In the Sigma press release, "Amir-Hamzeh added that this new lens combines the largest possible fixed aperture to zoom ratio that will maintain optimal integrity ..." Interesting is that, until now, the Sigma line has been completely void of fixed f/4 max aperture zoom lenses. An f/4 aperture is large, but f/4 allows 1/2 as much light to reach the sensor (one stop darker) as the f/2.8 zooms allow. But you will not find any 24-to-something zoom lenses reaching longer than 70mm with an f/2.8 aperture available.

If shooting action in low light, I'm going to want one of the f/2.8 variants that will allow me to use a shutter speed that is twice as fast. If shooting the night sky, I prefer f/2.8 (the earth is in action). You of course need to decide if f/4 is wide enough for your needs.

I can tell you that the image quality from this lens is indeed, as Amir-Hamzeh mentioned, "optimal" (much more to come). And great is that you have the max f/4 aperture available at all focal lengths. Unlike with a variable max aperture lens (an f/4-5.6 lens for example), you can set a wide open aperture exposure that remains constant over the full zoom range.

Optical Stabilization

Adding greatly to the usefulness of this lens is optical stabilization. OS makes a huge difference when handholding this lens – delivering both sharper results at long shutter speeds and better-framed results thanks to a stabilized viewfinder.

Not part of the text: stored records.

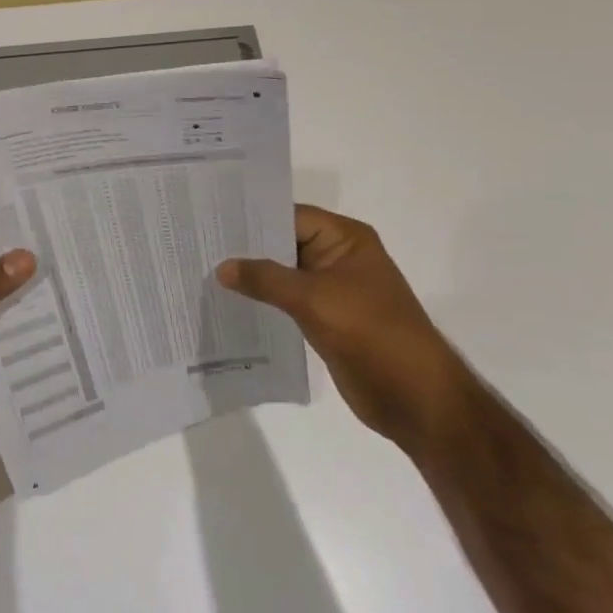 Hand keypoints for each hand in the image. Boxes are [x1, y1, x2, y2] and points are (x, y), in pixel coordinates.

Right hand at [217, 205, 470, 453]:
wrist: (415, 396)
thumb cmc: (370, 333)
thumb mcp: (313, 298)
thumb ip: (265, 279)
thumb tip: (222, 267)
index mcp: (345, 239)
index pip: (289, 216)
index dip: (251, 217)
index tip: (210, 219)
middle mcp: (338, 258)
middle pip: (284, 243)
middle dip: (245, 248)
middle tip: (197, 244)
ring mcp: (332, 290)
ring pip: (283, 274)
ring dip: (251, 277)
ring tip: (203, 271)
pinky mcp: (326, 319)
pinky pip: (287, 301)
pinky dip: (262, 301)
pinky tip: (228, 302) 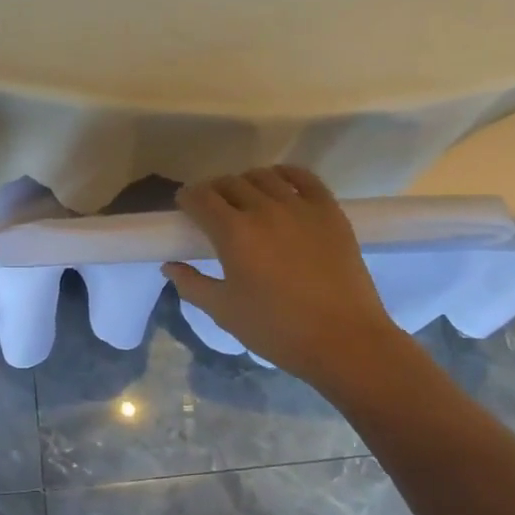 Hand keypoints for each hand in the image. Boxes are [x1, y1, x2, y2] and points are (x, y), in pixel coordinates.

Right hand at [164, 166, 402, 389]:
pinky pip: (304, 177)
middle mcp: (264, 209)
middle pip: (229, 183)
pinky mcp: (329, 211)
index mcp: (233, 233)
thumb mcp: (224, 312)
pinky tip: (279, 182)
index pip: (200, 198)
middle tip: (211, 207)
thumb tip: (170, 266)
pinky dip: (285, 173)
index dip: (187, 197)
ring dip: (246, 182)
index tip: (184, 206)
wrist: (344, 340)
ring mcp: (300, 207)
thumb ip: (192, 284)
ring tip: (245, 197)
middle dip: (213, 191)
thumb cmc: (277, 330)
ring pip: (264, 176) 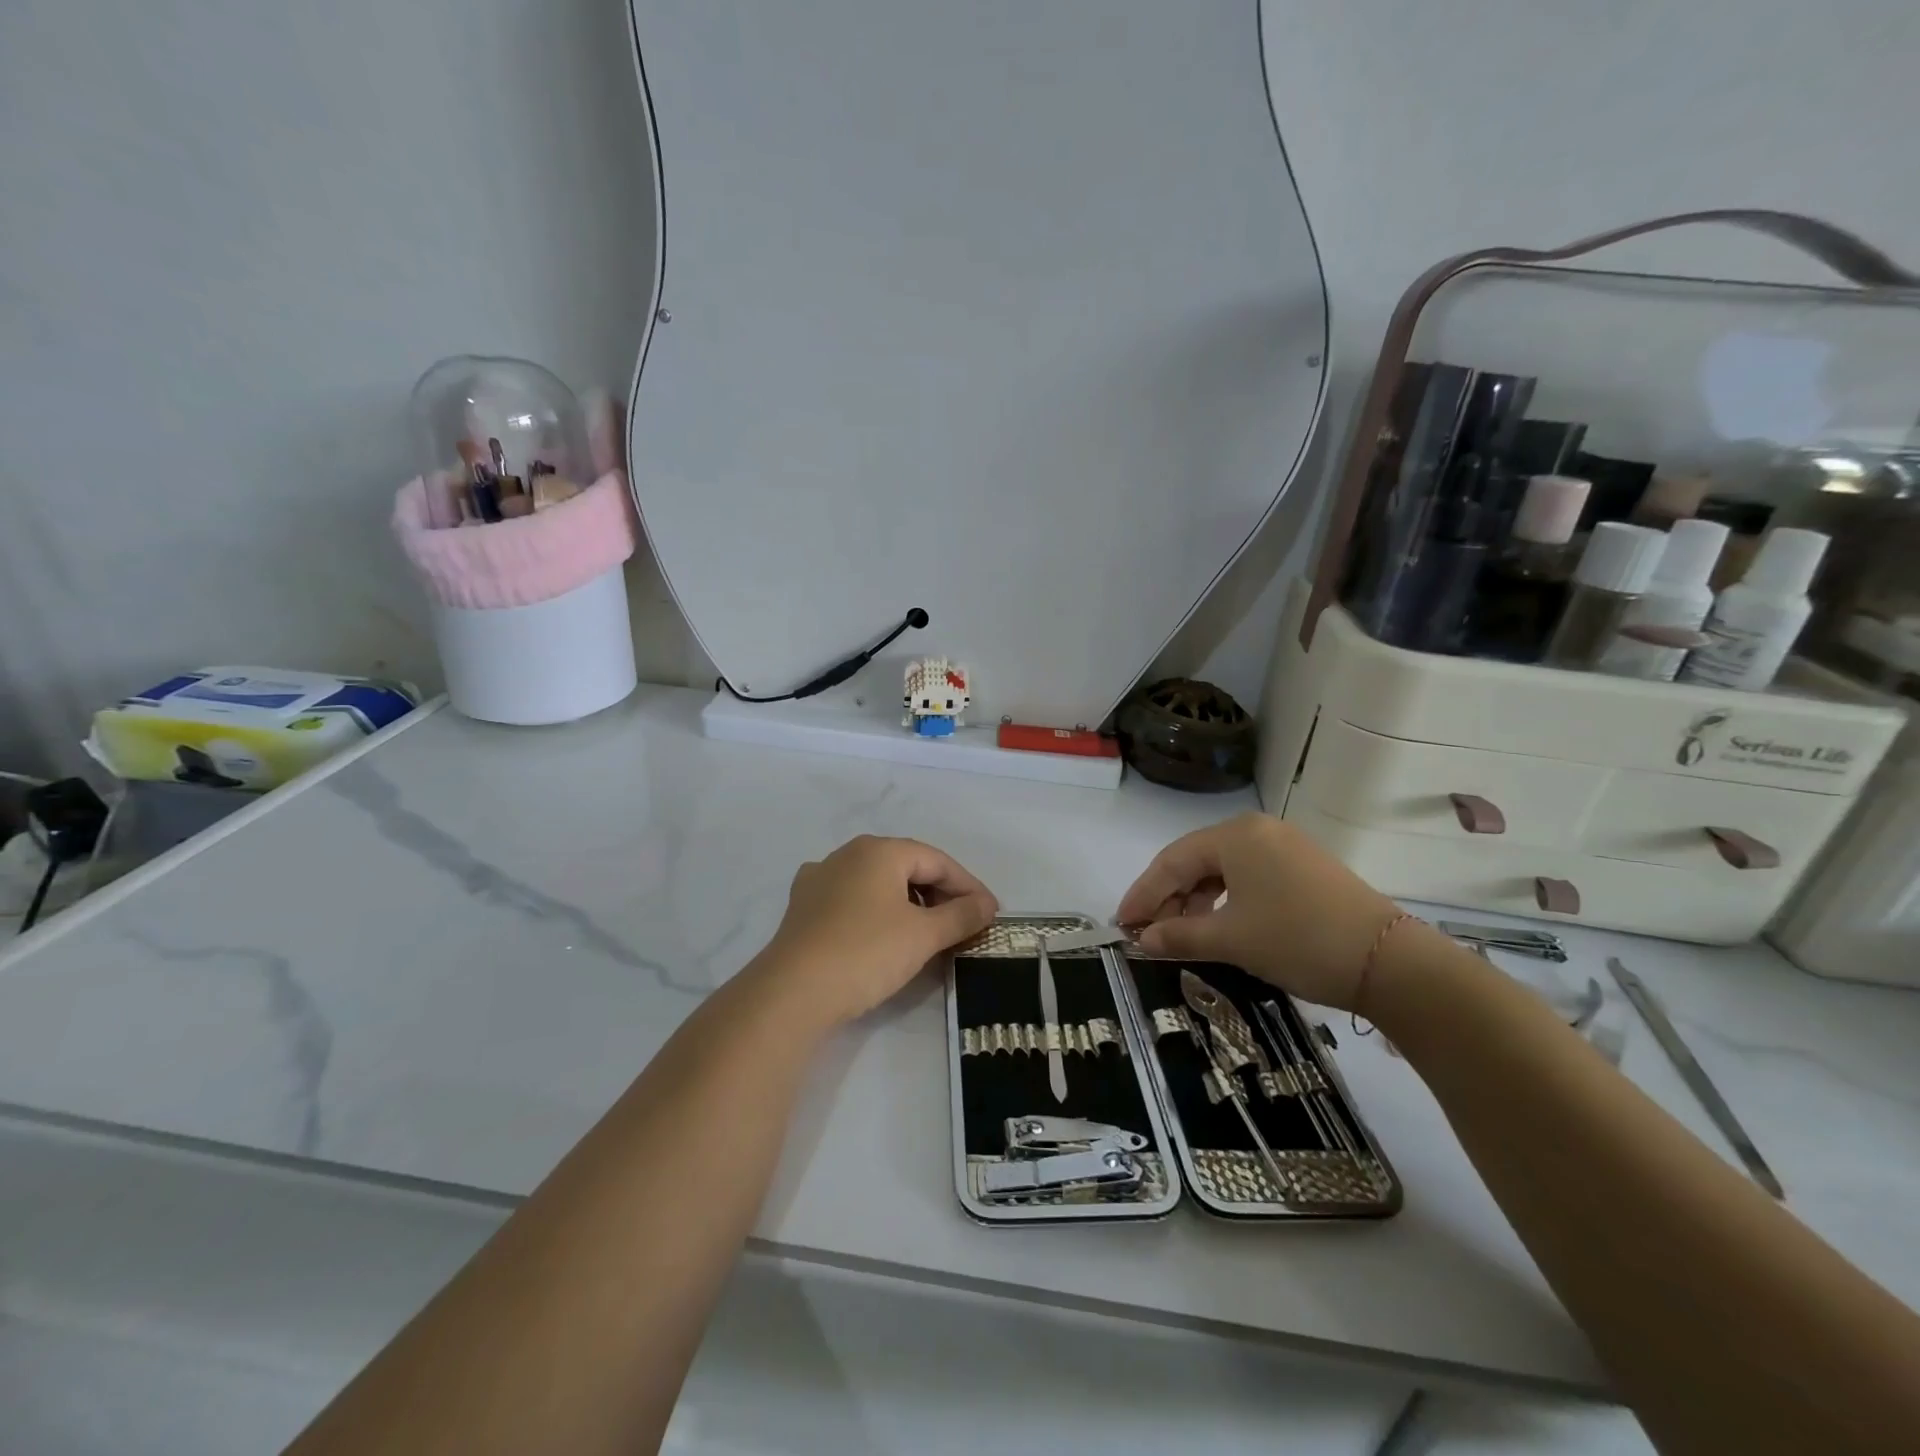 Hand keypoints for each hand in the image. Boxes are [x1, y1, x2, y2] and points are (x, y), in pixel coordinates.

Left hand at [753, 836, 998, 1027]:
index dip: (968, 886)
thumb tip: (987, 905)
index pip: (937, 860)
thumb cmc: (866, 952)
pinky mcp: (803, 907)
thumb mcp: (923, 935)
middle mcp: (847, 854)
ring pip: (878, 884)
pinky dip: (877, 913)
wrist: (792, 992)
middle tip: (963, 925)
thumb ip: (961, 915)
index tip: (990, 914)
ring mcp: (820, 879)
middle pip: (907, 867)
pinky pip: (852, 901)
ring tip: (928, 934)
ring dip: (909, 905)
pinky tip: (882, 934)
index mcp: (879, 850)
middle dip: (939, 895)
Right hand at [1115, 813, 1401, 1010]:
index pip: (1171, 861)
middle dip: (1168, 898)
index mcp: (1235, 835)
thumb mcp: (1232, 940)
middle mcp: (1256, 830)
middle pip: (1195, 861)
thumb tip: (1143, 939)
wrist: (1390, 962)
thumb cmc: (1298, 940)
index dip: (1143, 894)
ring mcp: (1283, 846)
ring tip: (1179, 934)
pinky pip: (1247, 876)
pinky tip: (1217, 925)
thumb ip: (1179, 935)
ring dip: (1195, 901)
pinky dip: (1224, 900)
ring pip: (1221, 869)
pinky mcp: (1303, 866)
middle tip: (1147, 933)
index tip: (1121, 924) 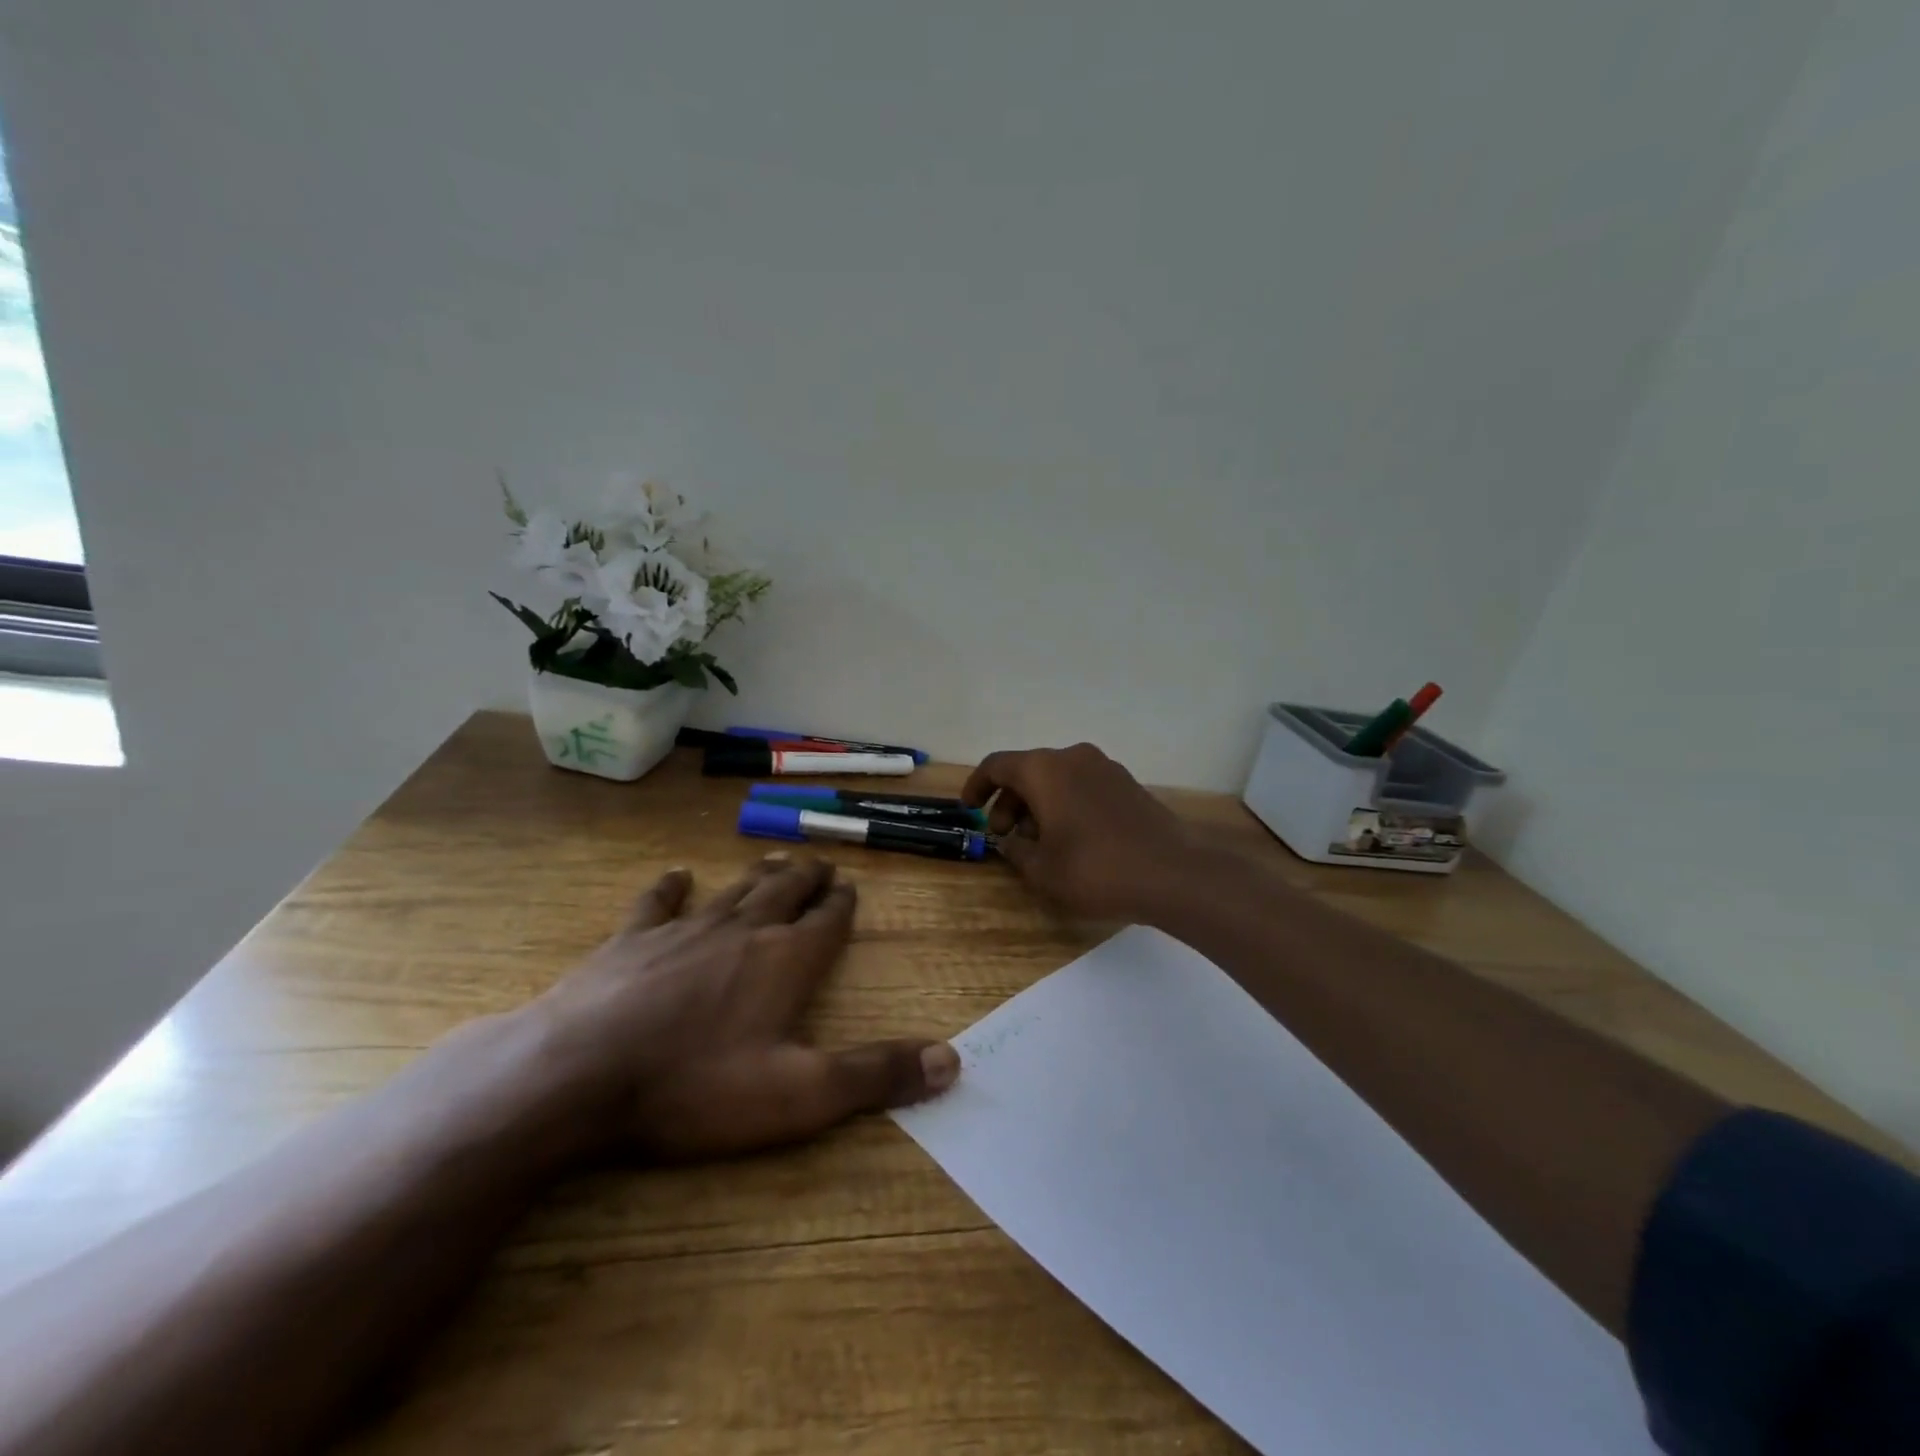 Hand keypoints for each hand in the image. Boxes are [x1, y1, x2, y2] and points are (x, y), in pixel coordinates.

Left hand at [532, 856, 958, 1160]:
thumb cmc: (697, 1086)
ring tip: (775, 858)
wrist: (580, 1074)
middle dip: (807, 878)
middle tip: (821, 863)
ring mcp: (685, 929)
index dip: (841, 904)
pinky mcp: (632, 939)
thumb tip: (952, 1060)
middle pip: (785, 892)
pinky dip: (671, 886)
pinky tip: (678, 875)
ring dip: (759, 874)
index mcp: (786, 961)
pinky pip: (659, 902)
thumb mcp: (800, 1095)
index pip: (827, 921)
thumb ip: (875, 1074)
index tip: (849, 888)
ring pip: (735, 890)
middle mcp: (744, 931)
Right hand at [962, 743, 1195, 922]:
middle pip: (1028, 771)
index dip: (977, 786)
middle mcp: (1073, 757)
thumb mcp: (1041, 870)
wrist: (1172, 874)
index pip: (997, 765)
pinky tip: (1071, 838)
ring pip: (1057, 778)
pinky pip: (1083, 785)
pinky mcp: (1128, 784)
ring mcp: (1105, 767)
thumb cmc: (1094, 870)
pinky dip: (1066, 803)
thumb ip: (1016, 850)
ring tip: (1038, 842)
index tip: (970, 810)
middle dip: (1010, 802)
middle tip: (1005, 836)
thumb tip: (1012, 841)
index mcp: (1044, 770)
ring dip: (1038, 804) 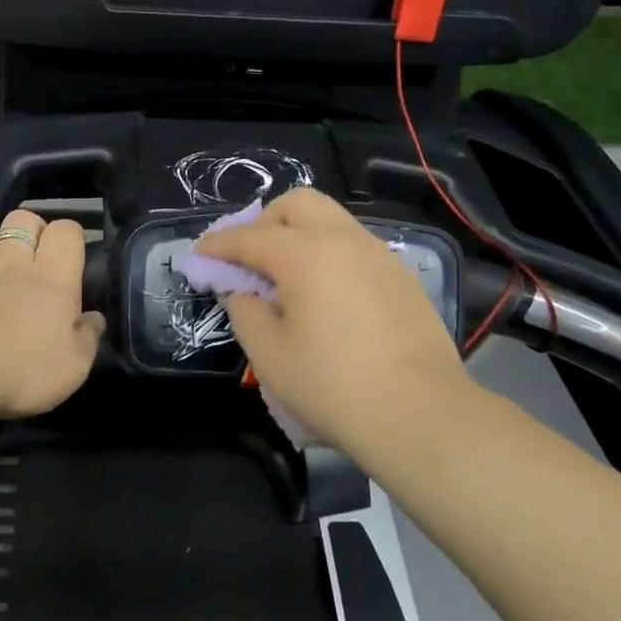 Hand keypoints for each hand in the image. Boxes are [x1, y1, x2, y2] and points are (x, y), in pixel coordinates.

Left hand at [0, 209, 104, 420]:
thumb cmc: (23, 369)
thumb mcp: (74, 366)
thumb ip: (87, 337)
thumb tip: (94, 318)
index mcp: (53, 277)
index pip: (66, 231)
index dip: (70, 236)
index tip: (71, 256)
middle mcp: (12, 262)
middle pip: (22, 219)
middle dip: (30, 229)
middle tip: (34, 255)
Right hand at [196, 187, 479, 449]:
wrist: (421, 416)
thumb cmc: (333, 387)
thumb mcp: (269, 355)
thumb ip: (243, 310)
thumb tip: (239, 289)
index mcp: (305, 254)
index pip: (249, 236)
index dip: (218, 245)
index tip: (198, 254)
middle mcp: (343, 240)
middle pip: (296, 204)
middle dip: (263, 221)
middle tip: (248, 258)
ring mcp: (378, 255)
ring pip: (329, 219)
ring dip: (298, 233)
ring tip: (284, 275)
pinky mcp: (400, 276)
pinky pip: (353, 245)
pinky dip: (327, 252)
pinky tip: (324, 292) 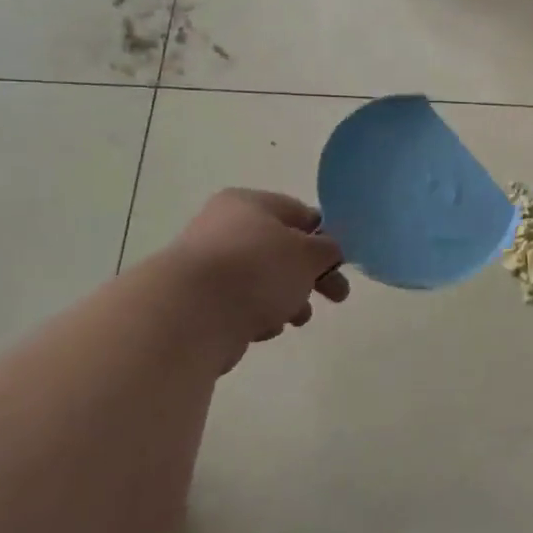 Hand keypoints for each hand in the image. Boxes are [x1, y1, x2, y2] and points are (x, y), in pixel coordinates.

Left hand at [170, 190, 349, 355]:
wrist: (191, 316)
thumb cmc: (257, 270)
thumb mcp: (309, 253)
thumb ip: (328, 249)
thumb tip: (328, 250)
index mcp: (249, 203)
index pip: (298, 213)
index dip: (325, 236)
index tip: (341, 262)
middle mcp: (224, 228)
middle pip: (282, 250)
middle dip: (311, 275)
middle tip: (337, 296)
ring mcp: (209, 266)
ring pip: (264, 281)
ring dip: (288, 299)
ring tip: (296, 318)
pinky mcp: (199, 302)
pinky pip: (242, 305)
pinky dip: (258, 315)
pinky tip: (263, 328) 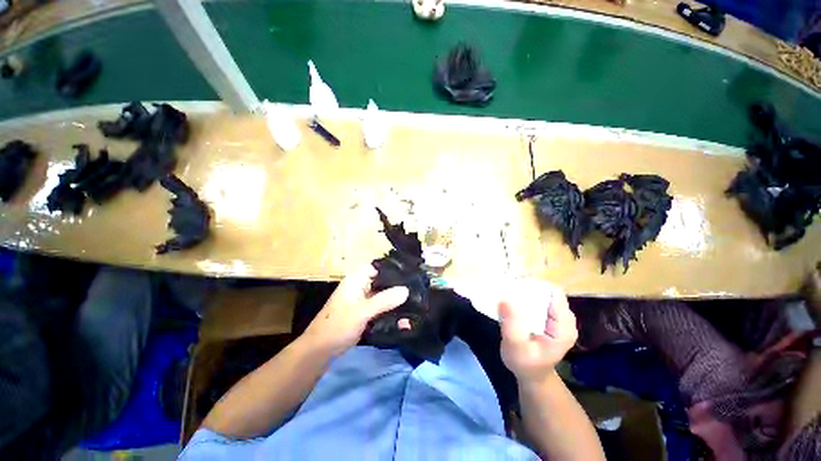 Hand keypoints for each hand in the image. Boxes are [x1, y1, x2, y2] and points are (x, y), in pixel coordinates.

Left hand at [303, 265, 408, 356]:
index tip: (410, 274)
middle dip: (398, 285)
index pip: (378, 267)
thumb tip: (406, 290)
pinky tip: (404, 315)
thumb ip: (384, 300)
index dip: (393, 268)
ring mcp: (364, 299)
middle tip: (416, 289)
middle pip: (383, 280)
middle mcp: (361, 286)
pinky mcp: (366, 311)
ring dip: (395, 299)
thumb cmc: (338, 325)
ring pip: (384, 294)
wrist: (321, 350)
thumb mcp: (362, 311)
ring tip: (414, 302)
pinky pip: (382, 306)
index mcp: (357, 279)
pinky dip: (391, 309)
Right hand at [498, 279, 577, 382]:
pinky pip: (541, 300)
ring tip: (510, 292)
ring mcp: (560, 319)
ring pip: (545, 295)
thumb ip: (511, 325)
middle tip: (509, 288)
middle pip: (550, 293)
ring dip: (528, 292)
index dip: (536, 287)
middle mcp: (566, 321)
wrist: (530, 375)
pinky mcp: (552, 318)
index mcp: (563, 329)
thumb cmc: (524, 364)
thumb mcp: (515, 348)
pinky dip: (528, 298)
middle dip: (530, 288)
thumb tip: (504, 300)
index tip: (515, 286)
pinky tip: (515, 300)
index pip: (555, 296)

Great for video recording is that this OS implementation is practically silent. Unique to this OS implementation is that it is always active if the camera is powered on and the OS switch is in the on position. And, I can hear the very faint OS noise even when OS is switched off. The difference in long exposure handheld image quality is vastly different with OS switched off, but the OS system is always running. I've never worried about battery drain when using stabilization (including with this lens), but I expect that always-on stabilization uses some additional power.

At 24mm, my keeper rate was nearly 100% with a .3 second exposure which is about 3 stops of assistance for me. About 60% of my images were sharp at .4 seconds, but my keeper rate dropped quickly beyond this exposure time.

At 105mm, I am getting mostly sharp results at 1/10 second with very gradual drop-off until just fewer than 50% of my images were sharp at 1/5 second. The keeper rate then plummets as the exposure duration increases. About 75% of images remain sharp at the approximately 4-stop of assistance 1/6 sec shutter speed.

These tests were done under ideal conditions. If you run up a mountain and take a shot under high wind conditions, I can assure you that your .3 second exposure is not going to be sharp. But IS is still going to be beneficial in this situation. It is just that the benefit is shifted to shorter exposures.

Got ideal conditions? Shoot a lot of frames and you will likely capture a sharp image (you probably only need 1) at even longer exposures than I'm talking about here. Below is a modestly-sharpened example of a .3 second 105mm handheld capture.

 OS On  |  OS Off 

I'm sure you agree that the difference between these two images is quite noticeable. OS works. Unless the subject is moving. A shorter exposure is needed to stop subject motion.

Image Quality

Since a general purpose lens is frequently the most-used lens in the kit, and since the lens can be as important (or more important) than the camera, it makes complete sense to get a high performance general purpose lens model. And in the performance category, image quality is my most-cared-about feature. Great news is that the Sigma 24-105mm f/4.0 DG OS HSM Art Lens performs extremely well and delivers especially-sharp images.

At 24mm through 35mm, this lens is very sharp across the frame with some minor full frame corner improvement showing at f/5.6. Using a 1 or two stop narrower-than-max aperture usually delivers better image sharpness, but the only reason to stop this lens down to f/8 in the 24-35mm range is for increased depth of field or a longer exposure.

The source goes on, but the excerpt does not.